Regarding the test I posted, you are correct, the Performance 35 is a West Marine anchor model. The Luke anchor is made by the Paul E. Luke Co. and is modeled after the traditional fisherman's anchor.

The Max (or Super Max) is made by Creative Marine. There is a Davis Anchor company, but I am not sure about that anchor tested. A Google search on the exact model (Davis DXL 45) did not turn up anything. I will check the original test report and let you know.

Regarding other tests, I would be surprised if a Fortress anchor performed well in all of them. We know from our own extensive product testing (which was oftentimes alongside competitive brands) that there are many variables which can negatively affect test performance. In almost all of the anchor tests I have seen, no one single anchor has always been the top performer. The exception might be Rex's Excel model, which appears to have performed very well in all of the tests conducted in Australia.

And I am in full agreement with you regarding the older models, as they have provided many years of excellent performance to satisfied owners all over the world. E.S. "Mac" Maloney, who is 90+ years young and who authored the Chapman's Seamanship book for decades, is a long time CQR user, as is noted author Tom Neale, who has lived aboard his boat since the late 70s. I am sure that Bruce and Danforth have their strong followings as well.
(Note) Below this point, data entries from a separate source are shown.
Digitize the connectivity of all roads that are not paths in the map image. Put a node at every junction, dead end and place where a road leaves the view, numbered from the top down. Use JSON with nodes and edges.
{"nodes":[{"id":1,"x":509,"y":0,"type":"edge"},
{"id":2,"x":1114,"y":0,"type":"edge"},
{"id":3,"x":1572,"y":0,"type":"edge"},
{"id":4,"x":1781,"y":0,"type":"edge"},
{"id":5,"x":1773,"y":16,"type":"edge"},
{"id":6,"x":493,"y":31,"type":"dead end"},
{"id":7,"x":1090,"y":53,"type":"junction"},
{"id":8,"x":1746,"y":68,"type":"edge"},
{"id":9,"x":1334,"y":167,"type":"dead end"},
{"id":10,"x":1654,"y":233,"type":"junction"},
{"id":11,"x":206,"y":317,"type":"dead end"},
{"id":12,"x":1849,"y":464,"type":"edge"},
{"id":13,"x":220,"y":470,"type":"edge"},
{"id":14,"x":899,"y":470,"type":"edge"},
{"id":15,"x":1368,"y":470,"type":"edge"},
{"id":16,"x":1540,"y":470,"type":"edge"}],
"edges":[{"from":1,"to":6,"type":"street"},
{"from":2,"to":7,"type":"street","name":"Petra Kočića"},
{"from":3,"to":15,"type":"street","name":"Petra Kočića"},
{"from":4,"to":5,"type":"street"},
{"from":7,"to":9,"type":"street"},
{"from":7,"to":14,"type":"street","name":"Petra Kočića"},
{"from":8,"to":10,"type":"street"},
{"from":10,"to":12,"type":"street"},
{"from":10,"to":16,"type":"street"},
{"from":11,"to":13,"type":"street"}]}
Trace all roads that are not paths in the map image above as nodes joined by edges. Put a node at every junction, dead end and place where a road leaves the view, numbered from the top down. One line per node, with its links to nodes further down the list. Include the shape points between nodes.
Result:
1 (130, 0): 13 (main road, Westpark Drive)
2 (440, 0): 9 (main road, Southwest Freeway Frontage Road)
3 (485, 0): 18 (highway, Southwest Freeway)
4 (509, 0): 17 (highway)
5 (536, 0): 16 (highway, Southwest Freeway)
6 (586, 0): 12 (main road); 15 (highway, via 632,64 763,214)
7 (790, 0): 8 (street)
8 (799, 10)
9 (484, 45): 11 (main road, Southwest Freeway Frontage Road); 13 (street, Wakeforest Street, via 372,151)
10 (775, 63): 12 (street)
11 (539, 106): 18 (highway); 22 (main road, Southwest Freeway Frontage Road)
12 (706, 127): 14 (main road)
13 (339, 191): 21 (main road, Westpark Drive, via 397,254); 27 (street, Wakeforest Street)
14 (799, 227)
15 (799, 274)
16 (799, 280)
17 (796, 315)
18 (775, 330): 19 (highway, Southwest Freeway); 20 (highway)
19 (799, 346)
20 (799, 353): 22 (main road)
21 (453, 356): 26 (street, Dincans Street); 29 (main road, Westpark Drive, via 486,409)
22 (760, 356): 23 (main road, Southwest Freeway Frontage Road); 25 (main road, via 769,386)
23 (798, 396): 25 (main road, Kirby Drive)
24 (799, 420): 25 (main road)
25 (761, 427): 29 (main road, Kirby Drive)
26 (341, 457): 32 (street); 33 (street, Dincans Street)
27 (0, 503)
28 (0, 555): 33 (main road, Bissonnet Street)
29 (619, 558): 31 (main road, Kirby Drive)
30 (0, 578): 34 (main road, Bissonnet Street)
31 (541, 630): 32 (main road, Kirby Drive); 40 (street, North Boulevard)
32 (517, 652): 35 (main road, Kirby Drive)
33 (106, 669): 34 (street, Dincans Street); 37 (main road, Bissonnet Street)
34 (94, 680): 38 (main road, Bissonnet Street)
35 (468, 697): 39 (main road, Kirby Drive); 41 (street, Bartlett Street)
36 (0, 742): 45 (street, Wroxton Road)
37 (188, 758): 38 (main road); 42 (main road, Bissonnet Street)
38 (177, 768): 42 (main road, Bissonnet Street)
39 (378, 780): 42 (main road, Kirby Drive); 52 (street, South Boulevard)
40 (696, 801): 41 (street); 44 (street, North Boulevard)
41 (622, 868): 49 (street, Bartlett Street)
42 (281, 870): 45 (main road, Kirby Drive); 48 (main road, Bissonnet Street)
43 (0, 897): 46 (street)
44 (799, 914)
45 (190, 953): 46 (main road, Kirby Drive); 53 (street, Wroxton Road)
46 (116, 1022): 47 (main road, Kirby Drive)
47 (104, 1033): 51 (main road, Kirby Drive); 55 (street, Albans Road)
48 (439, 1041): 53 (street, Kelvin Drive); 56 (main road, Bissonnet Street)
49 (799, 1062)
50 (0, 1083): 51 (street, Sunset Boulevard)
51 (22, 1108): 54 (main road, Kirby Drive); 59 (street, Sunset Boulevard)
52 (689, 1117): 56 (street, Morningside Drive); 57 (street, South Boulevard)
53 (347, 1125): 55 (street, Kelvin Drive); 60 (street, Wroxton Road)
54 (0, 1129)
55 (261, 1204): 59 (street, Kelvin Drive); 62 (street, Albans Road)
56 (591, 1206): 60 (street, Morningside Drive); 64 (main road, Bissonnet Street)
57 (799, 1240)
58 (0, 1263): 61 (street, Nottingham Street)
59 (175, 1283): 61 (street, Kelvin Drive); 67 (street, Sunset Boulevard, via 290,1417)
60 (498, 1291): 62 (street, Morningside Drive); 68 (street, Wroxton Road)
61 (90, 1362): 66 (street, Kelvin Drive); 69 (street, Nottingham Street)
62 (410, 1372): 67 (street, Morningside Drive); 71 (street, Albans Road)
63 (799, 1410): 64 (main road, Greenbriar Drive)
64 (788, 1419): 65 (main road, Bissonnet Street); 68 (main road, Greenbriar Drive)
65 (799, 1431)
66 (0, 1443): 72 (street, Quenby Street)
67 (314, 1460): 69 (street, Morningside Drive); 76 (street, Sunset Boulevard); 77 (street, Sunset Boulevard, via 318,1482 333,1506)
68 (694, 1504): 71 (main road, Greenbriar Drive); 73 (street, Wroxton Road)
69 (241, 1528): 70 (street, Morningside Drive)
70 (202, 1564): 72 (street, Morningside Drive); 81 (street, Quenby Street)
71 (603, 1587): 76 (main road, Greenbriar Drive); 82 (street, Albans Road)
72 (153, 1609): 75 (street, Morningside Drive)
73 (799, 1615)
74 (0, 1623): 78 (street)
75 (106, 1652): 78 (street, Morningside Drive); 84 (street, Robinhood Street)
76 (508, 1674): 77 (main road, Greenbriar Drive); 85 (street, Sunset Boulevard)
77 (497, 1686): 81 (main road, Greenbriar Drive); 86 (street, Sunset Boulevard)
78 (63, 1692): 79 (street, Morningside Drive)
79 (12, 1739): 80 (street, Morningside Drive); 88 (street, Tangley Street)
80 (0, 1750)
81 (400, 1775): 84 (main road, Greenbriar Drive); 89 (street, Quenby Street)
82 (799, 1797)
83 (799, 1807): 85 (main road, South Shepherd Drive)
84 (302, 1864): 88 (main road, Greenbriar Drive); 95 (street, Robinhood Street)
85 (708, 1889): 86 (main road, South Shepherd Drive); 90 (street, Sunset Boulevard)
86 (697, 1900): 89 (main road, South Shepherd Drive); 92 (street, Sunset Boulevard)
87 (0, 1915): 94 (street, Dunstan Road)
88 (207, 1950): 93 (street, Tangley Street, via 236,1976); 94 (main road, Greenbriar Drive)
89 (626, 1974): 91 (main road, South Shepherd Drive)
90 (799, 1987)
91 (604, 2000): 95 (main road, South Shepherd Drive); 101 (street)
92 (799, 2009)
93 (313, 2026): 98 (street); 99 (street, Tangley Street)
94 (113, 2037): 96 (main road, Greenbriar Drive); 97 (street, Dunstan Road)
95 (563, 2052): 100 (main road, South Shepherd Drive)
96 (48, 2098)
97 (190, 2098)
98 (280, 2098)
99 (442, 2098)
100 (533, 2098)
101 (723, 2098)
The Mud Palms, which we have included with every anchor for the past 17 years or so, lift the back end of the anchor up so that the flukes take a more aggressive angle into the sea bottom, and we recommend that they are permanently installed.

Concerning the stock (narrow round rod), it acts as the landing gear and it helps stabilize the anchor once it reaches the sea bottom. Anchors with shorter stocks (and customers have cut ours to fit in their anchor lockers) or no stocks have a tendency to move unsettled along the bottom until one or both of the flukes begin to dig in and set. This is particularly noticeable if the boat is falling back quickly due to wind or current.

You are certainly right as well in that a downside of a long stock is that it is possible it will inhibit seabed penetration to some degree, as will the roll bar on some of the "new generation" models.